I was reflecting on all the fun I’m having with my Arduino GPS system, and found something interesting.
I could have used a Raspi, and have some actual RAM, storage and screen. But by constraining myself to the bare minimum, I created all sorts of wonderful algorithms and hacks.
This is maybe a known thing, but it bears repeating: constraints foster creativity. Writing “a story” is much harder than wiritng “a story about the first brick of the city hall of Amsterdam”. By narrowing down the search space, your brain can do a much more exhaustive search.
An example that comes to mind is LuaJIT. Lua is found in all sorts of places, so a small binary size is a virtue. Someone told me it fits on a floppy, which I found is true.
Consequently, it contains wonderful things like this.

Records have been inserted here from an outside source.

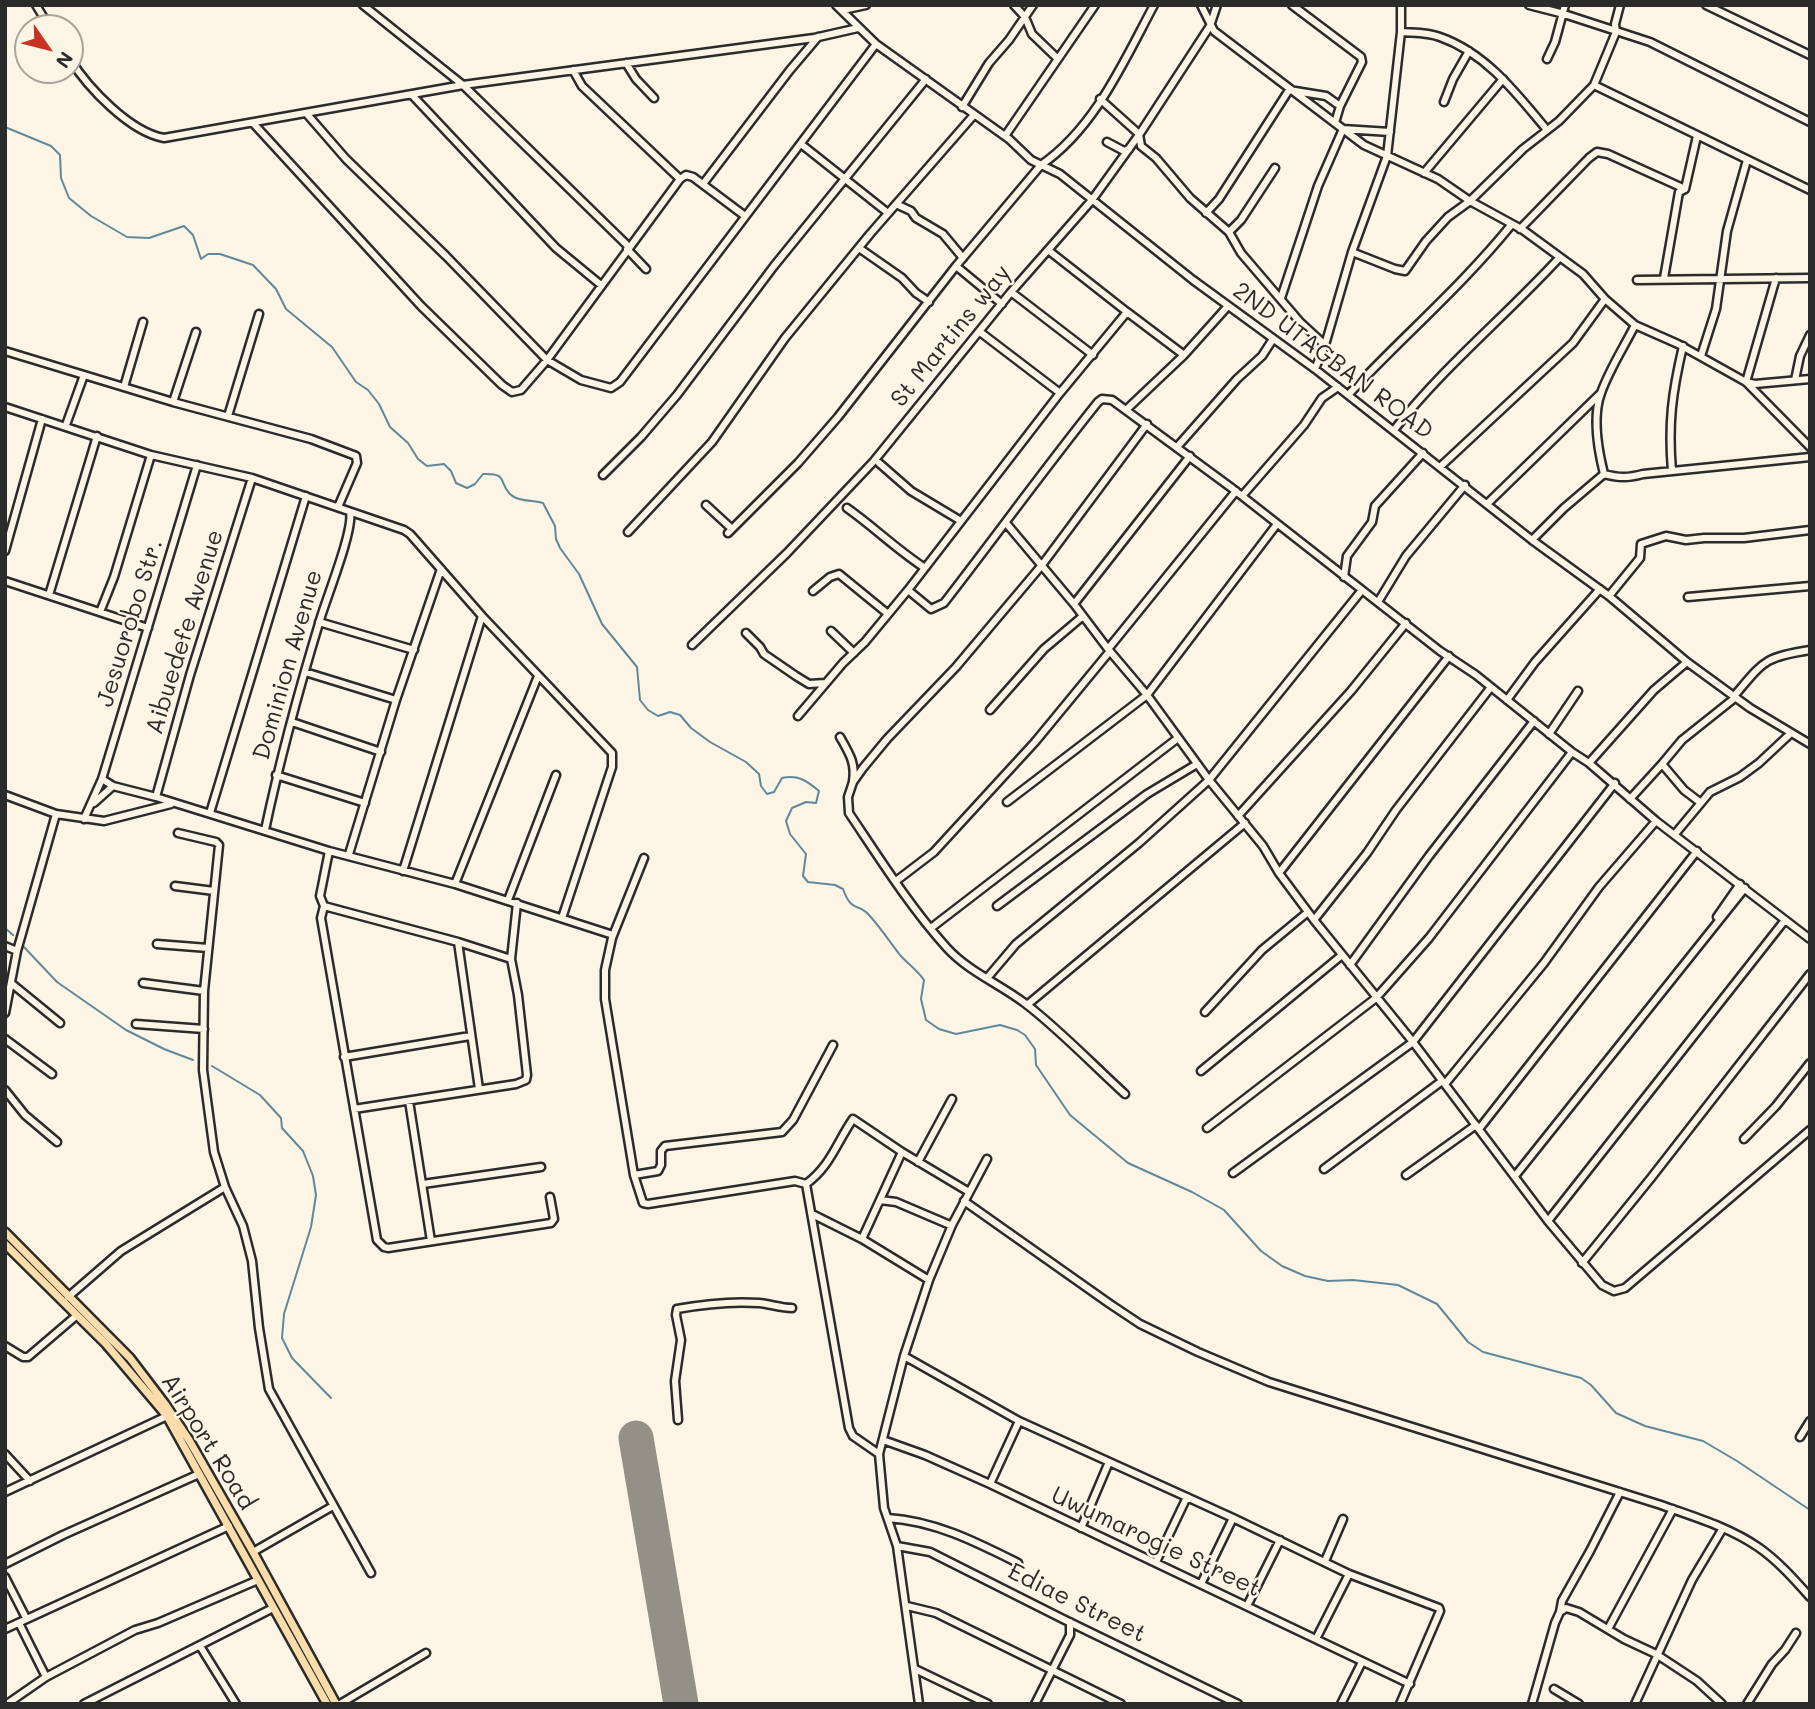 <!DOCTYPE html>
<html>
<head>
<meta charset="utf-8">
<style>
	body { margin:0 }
	#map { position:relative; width:1815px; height:1709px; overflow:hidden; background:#fcf5e5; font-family:Mali,sans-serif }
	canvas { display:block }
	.frame { position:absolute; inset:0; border:7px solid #2b2b2b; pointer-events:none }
	.north { position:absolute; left:14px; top:14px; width:70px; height:70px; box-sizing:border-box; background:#fcf5e5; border:2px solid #a8a49b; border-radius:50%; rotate:125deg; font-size:19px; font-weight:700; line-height:28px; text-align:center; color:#2b2b2b }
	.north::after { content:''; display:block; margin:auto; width:24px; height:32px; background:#c8321e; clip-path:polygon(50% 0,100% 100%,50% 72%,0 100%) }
</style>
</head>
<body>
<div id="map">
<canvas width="1815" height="1709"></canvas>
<div class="frame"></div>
<div class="north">N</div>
</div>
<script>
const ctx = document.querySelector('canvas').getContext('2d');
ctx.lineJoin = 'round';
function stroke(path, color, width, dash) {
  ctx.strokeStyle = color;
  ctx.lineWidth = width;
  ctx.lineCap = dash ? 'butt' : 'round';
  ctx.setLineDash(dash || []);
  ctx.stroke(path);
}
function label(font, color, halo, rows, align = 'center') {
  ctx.font = font + ' Mali,sans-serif';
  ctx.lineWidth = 5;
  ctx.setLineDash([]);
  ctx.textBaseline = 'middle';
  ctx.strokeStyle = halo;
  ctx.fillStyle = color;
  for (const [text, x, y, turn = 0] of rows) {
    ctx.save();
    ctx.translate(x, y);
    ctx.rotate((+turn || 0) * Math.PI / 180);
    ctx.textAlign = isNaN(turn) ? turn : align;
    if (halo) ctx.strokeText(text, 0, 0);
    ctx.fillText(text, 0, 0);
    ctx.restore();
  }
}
const stream = new Path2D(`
	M5 127 51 146 60 155 61 178 69 198 91 216 127 237 149 238 184 226 193 235 201 259 208 254H220L253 265 276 289 286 309 332 347 356 382 368 390 379 404 390 427 408 443 418 459 427 466 444 464 451 471 456 483 467 488 475 484 483 474C507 473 499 481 509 493 517 502 533 500 543 503L555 526 556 539 560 548 579 574 602 624 637 667 640 700 648 710 658 716 670 712 680 715 691 728 710 742 746 762 759 774 761 786 767 794 774 792 782 778C798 774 807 781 819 791L816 803 806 802 792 808 786 821 790 834 806 854 803 876 808 882 835 885 843 889C852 914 858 902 869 915 880 927 890 942 900 955 908 964 917 970 924 980L921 999 926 1020 939 1029 956 1034 1000 1025 1017 1030 1025 1035 1035 1049 1036 1065 1070 1115 1128 1163 1192 1192 1224 1210 1261 1251 1282 1266 1305 1276 1328 1281 1353 1280 1398 1285 1437 1304 1468 1342 1483 1352 1581 1378 1591 1385 1616 1413 1645 1426 1703 1441 1737 1461 1810 1510
	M5 928 13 935
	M23 946 57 982 126 1030 164 1049 193 1060
	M212 1066 260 1095 281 1118 282 1128 303 1151 313 1176 316 1195 311 1227 284 1314 282 1338 292 1358 331 1398`);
const runway = new Path2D(`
	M636 1438 681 1704`);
const minor = new Path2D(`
	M36 5 50 28
	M363 5 463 85 629 247
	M836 5 876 44 1009 139 1031 160 1060 174 1193 280 1315 369 1532 540 1609 596 1687 662 1750 708 1810 744
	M1014 5 1025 17 1032 34 1058 59
	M1201 5 1214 31 1364 145 1438 179 1470 201 1523 230 1583 274 1605 299 1635 325 1678 344 1746 382 1810 447
	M1292 5 1361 57 1362 62 1340 106 1335 123
	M1529 5 1564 14 1650 42 1810 122
	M1706 5 1810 55
	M843 10 866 5
	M1401 32C1414 33 1427 32 1440 37 1486 53 1517 94 1547 130
	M70 59C88 88 130 132 164 138L463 85 814 38 858 28
	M1547 59 1555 42 1565 5
	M626 63 636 79 654 98
	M573 70 582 86 680 179
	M1594 85 1810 190
	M413 96 556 248 601 285
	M1100 99 1139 134 1141 146 1156 158 1190 198 1229 232 1241 253 1300 322 1325 345
	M1444 102 1453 79 1469 51
	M962 107 989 63 1009 40 1033 5
	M306 113 346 159 446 256 547 360 581 380 611 388 620 382 876 44
	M253 123 421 306 502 385 512 392 521 390 547 360 680 179 686 175 693 177 745 216
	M1005 136 1095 5
	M1107 142 1124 151 1129 149
	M801 144 888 213
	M1424 173 1503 79
	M703 184 790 70 818 37
	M896 204 911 211 916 218 943 234 963 258
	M1206 213 1219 199 1289 90 1326 96 1340 106
	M1520 229 1589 158 1597 152 1608 154 1685 189
	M1229 232 1241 220 1275 168
	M859 248 902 278 916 293 929 302
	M627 249 646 269
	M1048 250 1127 312
	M1352 252 1395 269 1405 271 1426 241 1448 217 1470 201 1523 149 1559 121 1594 85 1616 32 1615 24 1620 5
	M956 266 1002 304
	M1664 278 1679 192 1685 189 1697 136
	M1776 278 1746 382 1755 384 1810 379
	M1637 280 1810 278
	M1011 292 1093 355
	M1281 298 1318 186 1343 129 1390 132
	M980 332 1060 393
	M5 351 173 402 311 439 356 456 357 463 338 507
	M1701 356 1716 309 1727 231 1747 160
	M1315 369 1325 345 1352 252 1387 156 1401 32V5
	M1795 380 1800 356 1810 335
	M124 387 143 322
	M1348 395C1402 337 1462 286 1512 224
	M173 402 196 332
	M5 407 151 455 252 478 404 530 410 534 482 616 612 753V767L562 918
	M1127 409 1184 355 1228 306
	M228 416 259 314
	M66 425 84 375
	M1394 430C1443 367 1506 316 1560 257
	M1177 447 1237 379 1262 356 1273 339
	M879 463 911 491 961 521
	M1441 466 1573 343 1605 299
	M1672 471C1668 424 1672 393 1683 346
	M1604 474C1598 450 1592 417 1601 393 1609 370 1624 347 1635 325
	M603 475 641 437 677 395 774 266 926 79
	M1242 496 1304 425 1322 398 1338 387
	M1488 503 1601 393
	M706 505 732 529
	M847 508C874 527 897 550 925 568
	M1006 523 1074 604 1108 649 1147 695 1209 780 1263 846 1279 873 1314 920 1413 1042 1548 1221 1602 1285 1614 1291 1625 1288 1810 1130
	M628 532 712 442 785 338 870 234 973 116
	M728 533 798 463 838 417 956 266 1041 165C1095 128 1124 61 1154 5
	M1532 540 1564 508 1604 474C1619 478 1628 478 1643 474L1810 457
	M5 551 42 419
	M1344 577 1347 556 1372 522 1375 506 1423 453
	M5 581 148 628
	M908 590 931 609 944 603C996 536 1045 468 1098 402L1102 399 1112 400 1233 489 1440 651 1476 675 1572 752 1589 763 1656 821 1810 939
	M813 591 830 577 839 574 888 614
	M49 595 97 436
	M1609 596 1640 558 1641 544 1666 536 1686 540 1704 538H1744L1810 530
	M1688 597 1810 586
	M1378 602 1406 556 1465 485
	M1074 604 1190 456
	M100 612 114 577 151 455
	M319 622 414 650
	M831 631 854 653
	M746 633 760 647 764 654 796 676 809 684 825 683
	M692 645 787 553 874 461 1011 292 1092 200 1141 132 1210 26 1217 5
	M1108 649 1236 491
	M305 672 396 700
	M1735 695C1764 661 1764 657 1810 650
	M1507 700 1535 662 1600 589
	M990 710 1044 649 1083 616
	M798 716 843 663 865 642 908 590 1060 393 1127 312 1184 355
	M292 722 381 752
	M1549 734 1578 691
	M840 737C849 753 856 763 853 781
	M1589 763 1654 690 1687 662
	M276 775 365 803
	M102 779 113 786 156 797 329 851 455 884 613 935
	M5 795 56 814 104 821 171 804
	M156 797 190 675 252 478
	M1630 799 1662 764
	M1007 802 1147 695 1277 524
	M94 803 113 786
	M1701 803 1684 790 1662 764 1682 740 1736 697
	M210 813 306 496
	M1238 816 1351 691 1406 623
	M84 819 102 779 197 465
	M265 830C280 759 299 689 320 620 326 599 354 530 350 512
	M178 833 216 842 219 845 204 991 203 1070 214 1152 225 1187 243 1226 252 1261 259 1328 269 1389 371 1573
	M1675 834 1710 792 1740 777 1759 763 1790 734
	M329 851 320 896 324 906 321 918 377 1240 384 1247 388 1248 551 1223 554 1219 550 1197
	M349 854 396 700 441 569
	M644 858 612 938 605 970V999L634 1175 643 1203 648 1204 795 1181 806 1184C830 1167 837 1142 853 1119L902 1152 969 1192
	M403 871 482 616
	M1279 873 1449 656
	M896 881 934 852 1035 742 1110 651
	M455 884 538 676
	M175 886 214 891
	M508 900 556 775
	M324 906 458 942 479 1089
	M997 906 1147 794 1197 764
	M1717 917 1740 884
	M1314 920 1367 853 1396 810 1491 687
	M931 928 1178 738
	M458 942 511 959
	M157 944 208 948
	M5 946 17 951
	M1350 965 1429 856 1534 721
	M988 977 1016 944 1139 843 1209 780 1362 590
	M11 983 60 1023
	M143 983 204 991
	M1027 1005 1245 823
	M1205 1012 1262 950 1308 912
	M5 1013 17 951 56 814
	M136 1024 204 1029
	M5 1039 52 1074
	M344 1057 470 1036
	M1201 1071 1342 955
	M1445 1084 1544 963 1599 887 1656 821
	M5 1090 25 1115 57 1142
	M1125 1094C1092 1064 1061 1031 1026 1004 1000 984 969 972 947 948 910 907 880 859 849 813L848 797 853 782 863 768 887 739 956 667 1042 565 1147 424
	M409 1101 431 1241
	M354 1109 516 1084 526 1080 527 1075 518 995 511 959 517 903
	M1207 1128 1376 998 1429 938 1572 752
	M1479 1129 1697 851
	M1744 1139 1776 1106 1810 1063
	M918 1162 952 1099
	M1324 1169 1442 1081
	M1233 1173 1413 1042 1615 783
	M634 1175 658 1171 661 1165V1151L665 1146 782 1132 793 1120 833 1045
	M1406 1175 1476 1125
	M1515 1176 1745 888
	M423 1184 541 1167
	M806 1184 849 1428 853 1436 879 1454
	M880 1200 896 1202 950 1225
	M964 1201 1110 1304 1140 1324 1198 1352 1269 1382 1661 1505C1694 1517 1729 1527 1758 1547 1777 1560 1794 1579 1810 1597
	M812 1214 862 1239 929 1280
	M1548 1221 1785 920
	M862 1239 902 1152
	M1582 1263 1651 1178 1810 974
	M68 1297 121 1251 225 1187
	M5 1346 23 1357H28L76 1316
	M904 1356 1019 1421 1233 1518 1349 1574 1439 1608 1440 1611 1400 1704
	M678 1420 675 1381 681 1340 676 1315 677 1309C704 1304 732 1301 759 1303 770 1304 781 1308 792 1308
	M1800 1437 1810 1421
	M883 1440 925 1455 990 1484 1410 1684
	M5 1454 30 1481
	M990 1484 1019 1421
	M5 1492 167 1416
	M888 1518C935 1521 976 1542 1018 1563
	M1081 1528 1109 1462
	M897 1546 930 1552 1063 1619 1238 1704
	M253 1552 333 1506
	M1325 1561 1343 1519
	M1156 1562 1187 1497
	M5 1564 63 1535 199 1474
	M5 1577 26 1618
	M1201 1584 1233 1518
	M907 1606 936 1613 1121 1704
	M1247 1606 1280 1540
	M1560 1612 1562 1601 1590 1551 1620 1492
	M19 1623 46 1677
	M5 1629 229 1526
	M1608 1629 1673 1509
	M1316 1639 1349 1574
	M200 1646 236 1704
	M915 1669 988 1704
	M1554 1689 1579 1704
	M7 1704 46 1677 135 1630 158 1623 258 1580
	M84 1704 273 1608
	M340 1704 426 1653
	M919 1704 897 1546 884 1508 879 1454 904 1356 929 1280 952 1225 987 1159
	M1035 1704 1070 1635V1622
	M1341 1704 1362 1662
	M1532 1704 1555 1623 1560 1612 1566 1608 1579 1612 1624 1639 1656 1654 1697 1681 1722 1704
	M1635 1704 1692 1580 1723 1528
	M1747 1704 1772 1664 1785 1650 1796 1633`);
const major = new Path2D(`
	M5 1232 130 1358 165 1404 189 1440 253 1552 336 1704
	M5 1244 106 1344 167 1416 327 1704`);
const streetNames = [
	["St Martins way",951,336,-51],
	["2ND UTAGBAN ROAD",1333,361,37],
	["Jesuorobo Str.",130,623,-73],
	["Aibuedefe Avenue",185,632,-73],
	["Dominion Avenue",288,665,-74],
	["Airport Road",208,1442,58],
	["Uwumarogie Street",1156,1542,25],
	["Ediae Street",1077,1603,26]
];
stroke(stream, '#60889b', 2);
stroke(runway, '#949088', 35);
stroke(minor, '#2b2b2b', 11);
stroke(major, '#2b2b2b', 12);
stroke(minor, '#fcf5e5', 6);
stroke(major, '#fbddab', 7);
label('24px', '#2b2b2b', '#fcf5e5', streetNames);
</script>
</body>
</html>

[A recursive backpropagation algorithm with backtracking, employing skip-list lookup and round-robin caching, emitting stack operations on-the-fly for a stack-based interpreter – and all of that in a meager kilobyte? Yep, compilers are a great treasure chest. Throw away your textbooks and read the codebase of a compiler today!]
Once upon a time, Guy Steele set a high tax on special forms (syn-tax, ha, ha…), and consequently invented Scheme. Later, John Shutt thought that wasn’t enough, and invented Kernel. Clojure on the onther hand, is only constrained to be practical.
What is your favourite piece of constrained software? How do you set constraints for yourself?